How Do I Use My Home Equity?
Get your home equity questions answered here.
Have some bigger projects coming up or thinking about consolidating debt?
Using your home equity could be a good fit. But what does that look like and when is it the right call?
We sat down with one of our home equity experts, Sarah Menihan, to get the ins and outs of how to use your home equity.
Am I in a good financial position to use my home equity?
Before you can tap into the equity of your home, you first need to qualify.
At minimum, you need:
- At least $5,000 of equity
- A positive credit history
"At UW Credit Union, home equity loans and lines of credit are much less dependent on credit scores, and rely more on an individual's credit history," says Sarah Menihan, Vice President of Consumer Lending. "It's important that you're able to make your regular loan payments on a consistent basis."
Your debt-to-income ratio, the percentage of your monthly income used to pay for monthly debt payments, is also a major criterion for loan approval. Generally, the lower your debt-to-income ratio, the better your chances of getting a loan.
I've qualified for a home equity loan. Now what?
A good indicator of whether you should consider tapping into your home equity is your loan-to-value (LTV) ratio.
The lower your LTV, the better your interest rate, and the more protected you are from fluctuations in the housing market and the possibility of owing more than your home is worth.
Understand your options
There are two primary options to consider: a home equity loan or a home equity line of credit (HELOC).
Home equity loans come as a single, large sum of cash and often have fixed interest rates, which gives you a clear picture of how much you owe every month. "Home equity loans are great for large expenditures where you know the total cost up front, like a single home renovation project, a wedding, or consolidation of high-interest debt," says Menihan.
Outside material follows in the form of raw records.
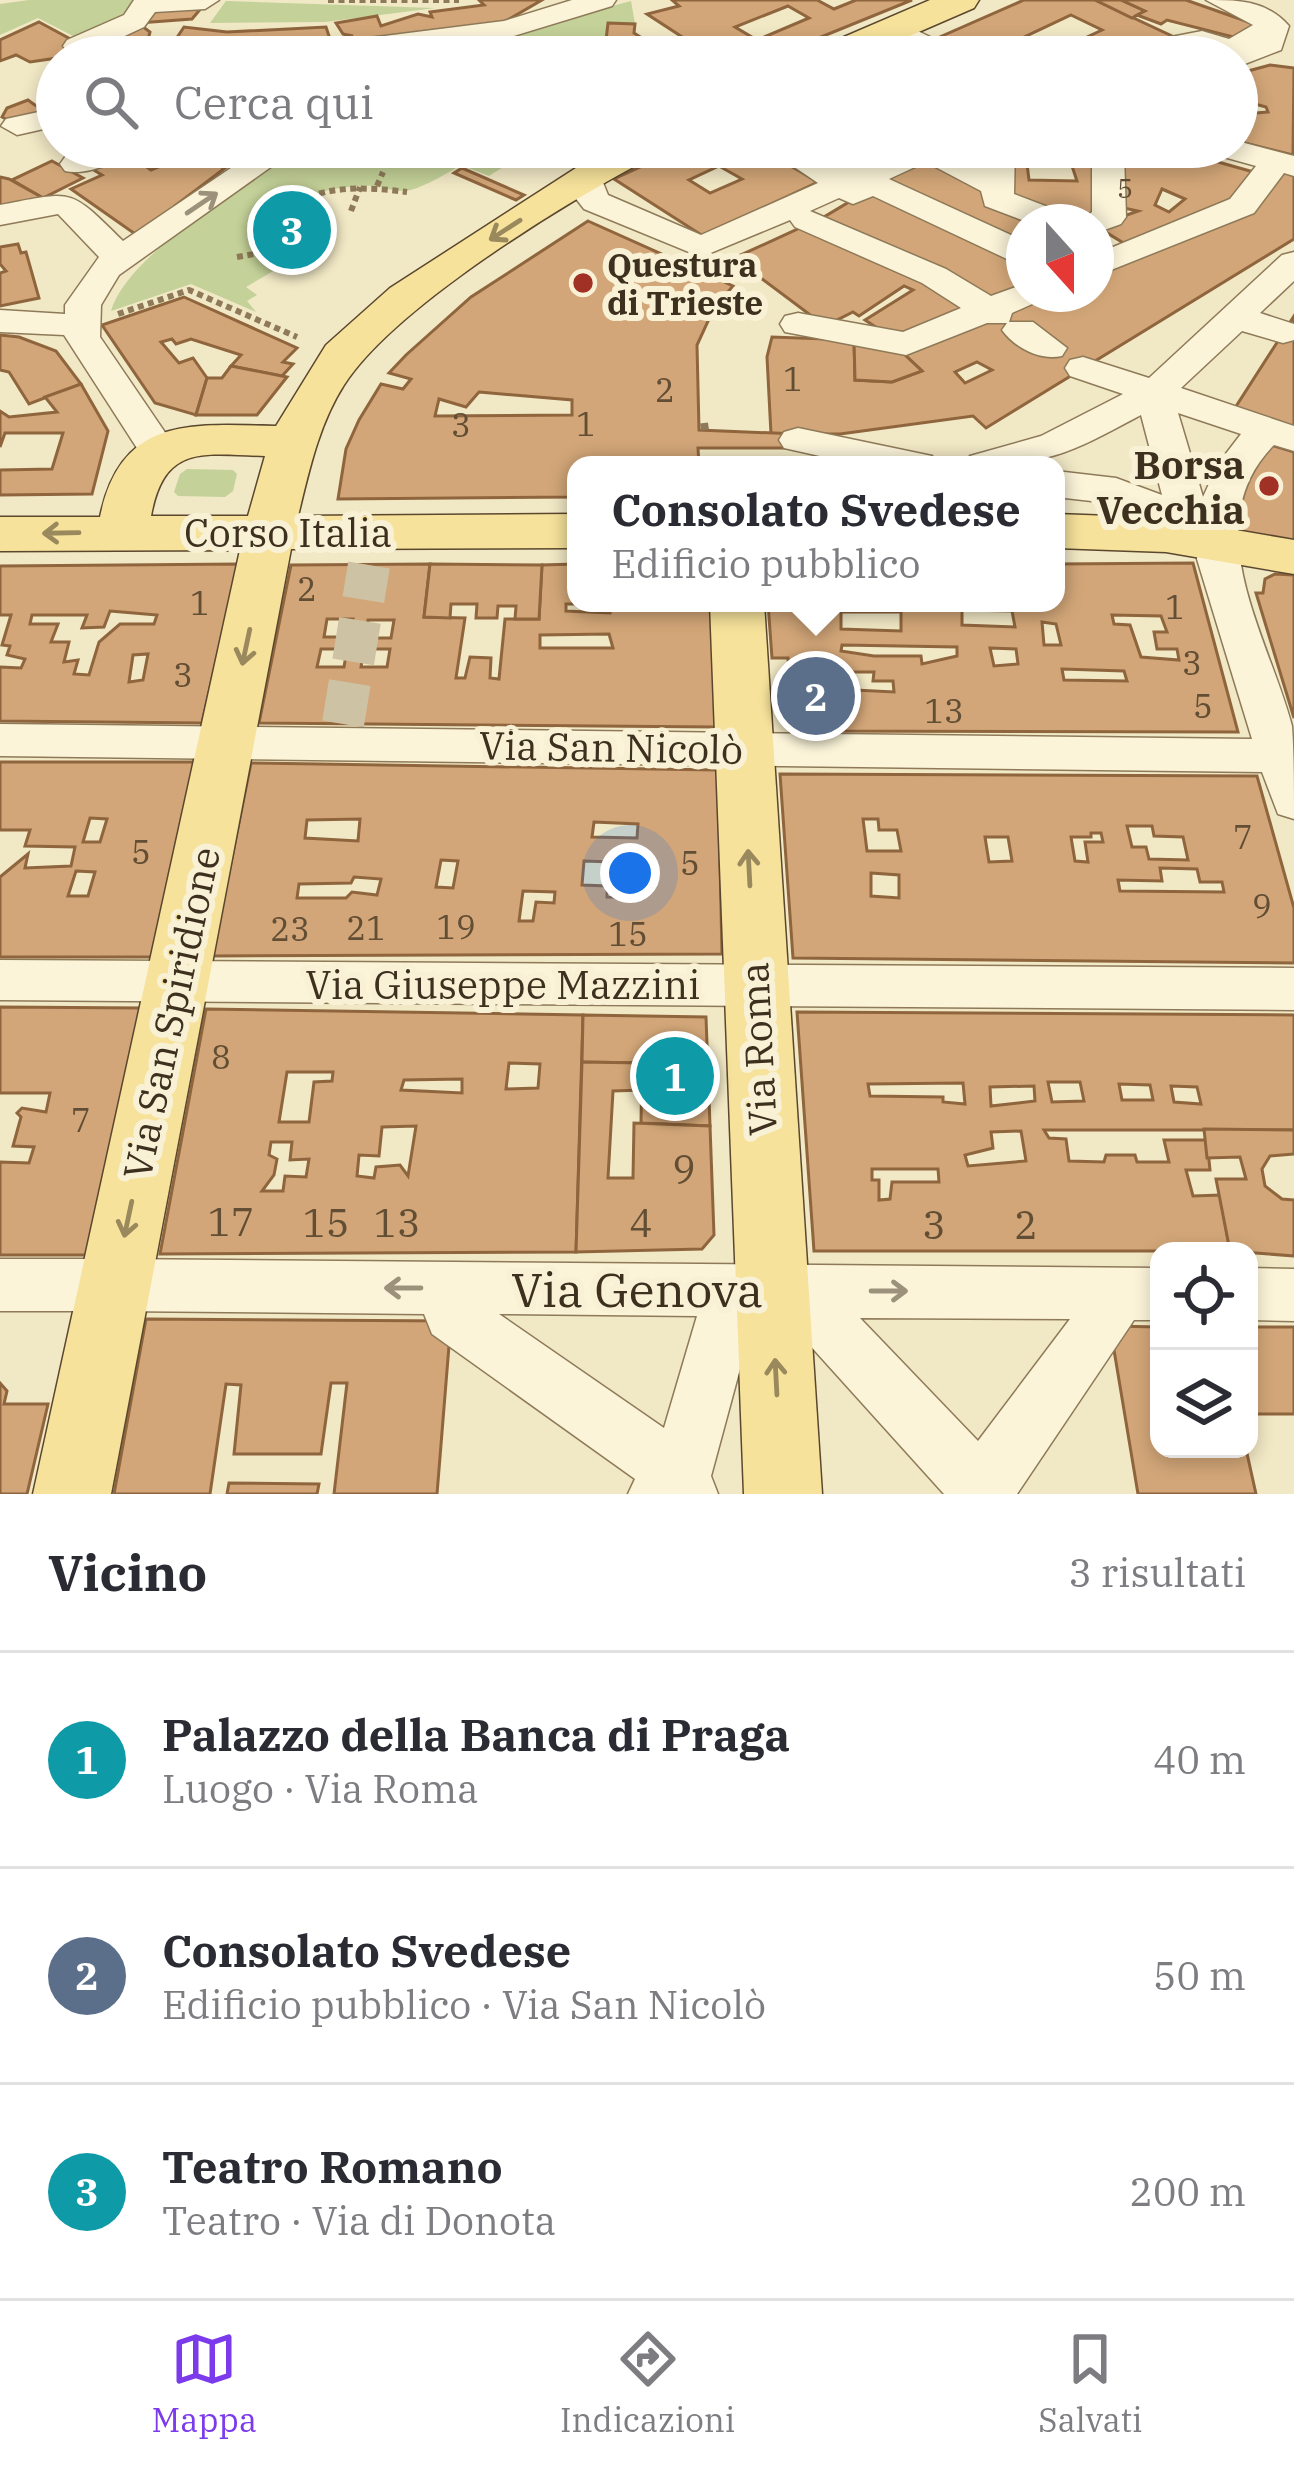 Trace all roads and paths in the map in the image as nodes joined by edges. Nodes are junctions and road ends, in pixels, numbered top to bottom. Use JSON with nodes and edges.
{"nodes":[{"id":1,"x":205,"y":0,"type":"edge"},
{"id":2,"x":328,"y":0,"type":"edge"},
{"id":3,"x":459,"y":0,"type":"edge"},
{"id":4,"x":554,"y":0,"type":"edge"},
{"id":5,"x":602,"y":0,"type":"edge"},
{"id":6,"x":961,"y":0,"type":"edge"},
{"id":7,"x":1220,"y":0,"type":"edge"},
{"id":8,"x":893,"y":28,"type":"junction"},
{"id":9,"x":507,"y":29,"type":"junction"},
{"id":10,"x":100,"y":36,"type":"edge"},
{"id":11,"x":437,"y":36,"type":"edge"},
{"id":12,"x":493,"y":36,"type":"edge"},
{"id":13,"x":876,"y":36,"type":"edge"},
{"id":14,"x":908,"y":36,"type":"edge"},
{"id":15,"x":1254,"y":36,"type":"edge"},
{"id":16,"x":1285,"y":164,"type":"edge"},
{"id":17,"x":252,"y":168,"type":"edge"},
{"id":18,"x":601,"y":168,"type":"edge"},
{"id":19,"x":827,"y":168,"type":"edge"},
{"id":20,"x":871,"y":168,"type":"edge"},
{"id":21,"x":958,"y":168,"type":"edge"},
{"id":22,"x":1000,"y":168,"type":"edge"},
{"id":23,"x":1108,"y":168,"type":"edge"},
{"id":24,"x":383,"y":172,"type":"dead end"},
{"id":25,"x":586,"y":176,"type":"junction"},
{"id":26,"x":847,"y":177,"type":"junction"},
{"id":27,"x":376,"y":186,"type":"junction"},
{"id":28,"x":361,"y":187,"type":"junction"},
{"id":29,"x":1000,"y":188,"type":"junction"},
{"id":30,"x":407,"y":192,"type":"dead end"},
{"id":31,"x":298,"y":202,"type":"junction"},
{"id":32,"x":1010,"y":204,"type":"edge"},
{"id":33,"x":1109,"y":204,"type":"edge"},
{"id":34,"x":15,"y":211,"type":"edge"},
{"id":35,"x":351,"y":212,"type":"dead end"},
{"id":36,"x":326,"y":217,"type":"dead end"},
{"id":37,"x":311,"y":232,"type":"dead end"},
{"id":38,"x":267,"y":233,"type":"junction"},
{"id":39,"x":1006,"y":246,"type":"edge"},
{"id":40,"x":1114,"y":249,"type":"edge"},
{"id":41,"x":271,"y":251,"type":"junction"},
{"id":42,"x":237,"y":257,"type":"dead end"},
{"id":43,"x":120,"y":258,"type":"junction"},
{"id":44,"x":287,"y":262,"type":"dead end"},
{"id":45,"x":1294,"y":262,"type":"edge"},
{"id":46,"x":773,"y":293,"type":"dead end"},
{"id":47,"x":1235,"y":317,"type":"junction"},
{"id":48,"x":1016,"y":319,"type":"edge"},
{"id":49,"x":0,"y":321,"type":"edge"},
{"id":50,"x":89,"y":323,"type":"junction"},
{"id":51,"x":1283,"y":332,"type":"dead end"},
{"id":52,"x":297,"y":337,"type":"dead end"},
{"id":53,"x":1083,"y":368,"type":"dead end"},
{"id":54,"x":1154,"y":393,"type":"junction"},
{"id":55,"x":1281,"y":435,"type":"edge"},
{"id":56,"x":798,"y":440,"type":"dead end"},
{"id":57,"x":294,"y":441,"type":"junction"},
{"id":58,"x":158,"y":450,"type":"junction"},
{"id":59,"x":875,"y":456,"type":"edge"},
{"id":60,"x":1016,"y":456,"type":"edge"},
{"id":61,"x":1065,"y":485,"type":"edge"},
{"id":62,"x":567,"y":531,"type":"edge"},
{"id":63,"x":1065,"y":531,"type":"edge"},
{"id":64,"x":122,"y":532,"type":"junction"},
{"id":65,"x":269,"y":532,"type":"junction"},
{"id":66,"x":0,"y":534,"type":"edge"},
{"id":67,"x":1218,"y":537,"type":"junction"},
{"id":68,"x":1294,"y":557,"type":"edge"},
{"id":69,"x":737,"y":612,"type":"edge"},
{"id":70,"x":0,"y":740,"type":"edge"},
{"id":71,"x":226,"y":743,"type":"junction"},
{"id":72,"x":744,"y":749,"type":"junction"},
{"id":73,"x":1286,"y":756,"type":"edge"},
{"id":74,"x":1294,"y":802,"type":"edge"},
{"id":75,"x":0,"y":980,"type":"edge"},
{"id":76,"x":178,"y":981,"type":"junction"},
{"id":77,"x":755,"y":985,"type":"junction"},
{"id":78,"x":1294,"y":988,"type":"edge"},
{"id":79,"x":0,"y":1285,"type":"edge"},
{"id":80,"x":103,"y":1285,"type":"junction"},
{"id":81,"x":1258,"y":1294,"type":"edge"},
{"id":82,"x":1294,"y":1295,"type":"edge"},
{"id":83,"x":1133,"y":1304,"type":"edge"},
{"id":84,"x":771,"y":1307,"type":"junction"},
{"id":85,"x":452,"y":1315,"type":"dead end"},
{"id":86,"x":676,"y":1488,"type":"edge"},
{"id":87,"x":980,"y":1492,"type":"edge"},
{"id":88,"x":71,"y":1494,"type":"edge"},
{"id":89,"x":783,"y":1494,"type":"edge"}],
"edges":[{"from":1,"to":10,"type":"street"},
{"from":2,"to":3,"type":"path"},
{"from":4,"to":9,"type":"street"},
{"from":5,"to":9,"type":"street"},
{"from":6,"to":8,"type":"main road"},
{"from":7,"to":15,"type":"street"},
{"from":8,"to":13,"type":"main road"},
{"from":8,"to":14,"type":"street"},
{"from":9,"to":11,"type":"street"},
{"from":9,"to":12,"type":"street"},
{"from":16,"to":40,"type":"street"},
{"from":43,"to":17,"type":"street","one_way":true},
{"from":18,"to":25,"type":"main road","name":"Via San Spiridione"},
{"from":19,"to":26,"type":"street"},
{"from":20,"to":26,"type":"street"},
{"from":21,"to":29,"type":"street"},
{"from":22,"to":29,"type":"street"},
{"from":23,"to":33,"type":"street"},
{"from":24,"to":27,"type":"path"},
{"from":25,"to":26,"type":"street"},
{"from":25,"to":57,"type":"main road","name":"Via San Spiridione","one_way":true},
{"from":26,"to":39,"type":"street"},
{"from":26,"to":48,"type":"street"},
{"from":27,"to":28,"type":"path"},
{"from":27,"to":30,"type":"path"},
{"from":28,"to":31,"type":"path"},
{"from":28,"to":35,"type":"path"},
{"from":29,"to":32,"type":"street"},
{"from":31,"to":36,"type":"path"},
{"from":31,"to":38,"type":"path"},
{"from":34,"to":43,"type":"street"},
{"from":37,"to":38,"type":"path"},
{"from":38,"to":41,"type":"path"},
{"from":41,"to":42,"type":"path"},
{"from":41,"to":44,"type":"path"},
{"from":43,"to":50,"type":"street"},
{"from":45,"to":47,"type":"street"},
{"from":46,"to":48,"type":"street"},
{"from":47,"to":51,"type":"street"},
{"from":47,"to":54,"type":"street"},
{"from":49,"to":50,"type":"street"},
{"from":50,"to":52,"type":"path"},
{"from":50,"to":58,"type":"street"},
{"from":53,"to":54,"type":"street"},
{"from":54,"to":55,"type":"street"},
{"from":54,"to":60,"type":"street"},
{"from":54,"to":67,"type":"street"},
{"from":55,"to":67,"type":"street"},
{"from":56,"to":59,"type":"street"},
{"from":57,"to":58,"type":"main road"},
{"from":57,"to":65,"type":"main road","name":"Via San Spiridione"},
{"from":58,"to":64,"type":"main road"},
{"from":61,"to":67,"type":"street"},
{"from":62,"to":65,"type":"main road","name":"Corso Italia"},
{"from":63,"to":67,"type":"main road"},
{"from":64,"to":65,"type":"main road","name":"Corso Italia"},
{"from":64,"to":66,"type":"main road","name":"Corso Italia","one_way":true},
{"from":65,"to":71,"type":"main road","name":"Via San Spiridione","one_way":true},
{"from":67,"to":68,"type":"main road"},
{"from":67,"to":73,"type":"street"},
{"from":69,"to":72,"type":"main road","name":"Via Roma"},
{"from":70,"to":71,"type":"street","name":"Via San Nicolò"},
{"from":71,"to":72,"type":"street","name":"Via San Nicolò"},
{"from":71,"to":76,"type":"main road","name":"Via San Spiridione"},
{"from":72,"to":73,"type":"street","name":"Via San Nicolò"},
{"from":77,"to":72,"type":"main road","name":"Via Roma","one_way":true},
{"from":73,"to":74,"type":"street"},
{"from":75,"to":76,"type":"street","name":"Via Giuseppe Mazzini"},
{"from":76,"to":77,"type":"street","name":"Via Giuseppe Mazzini"},
{"from":76,"to":80,"type":"main road","name":"Via San Spiridione","one_way":true},
{"from":77,"to":78,"type":"street","name":"Via Giuseppe Mazzini"},
{"from":77,"to":84,"type":"main road","name":"Via Roma"},
{"from":79,"to":80,"type":"street","name":"Via Genova"},
{"from":84,"to":80,"type":"street","name":"Via Genova","one_way":true},
{"from":80,"to":88,"type":"main road","name":"Via San Spiridione"},
{"from":81,"to":82,"type":"street"},
{"from":84,"to":83,"type":"street","name":"Via Genova","one_way":true},
{"from":83,"to":87,"type":"street"},
{"from":84,"to":86,"type":"street"},
{"from":84,"to":87,"type":"street"},
{"from":89,"to":84,"type":"main road","name":"Via Roma","one_way":true},
{"from":85,"to":86,"type":"street"}]}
UW Credit Union offers 5-, 10-, and 15-year options* with competitively low rates.
HELOCs work similarly to credit cards:
- They have variable interest rates.
- You can withdraw funds when you need them (up to your credit limit).
- You only pay interest on the funds you use.
"HELOCs are best used for funding intermittent needs like ongoing home projects, college tuition, or as an emergency fund," notes Menihan.
Unlike home equity loans, HELOCs are split into two periods:
- The draw period — typically five years; you can withdraw funds and pay interest only on what you take out.
- The repayment period — you no longer withdraw funds and your payments will be higher, because they include both principal and interest.
Is using my home's equity the right move?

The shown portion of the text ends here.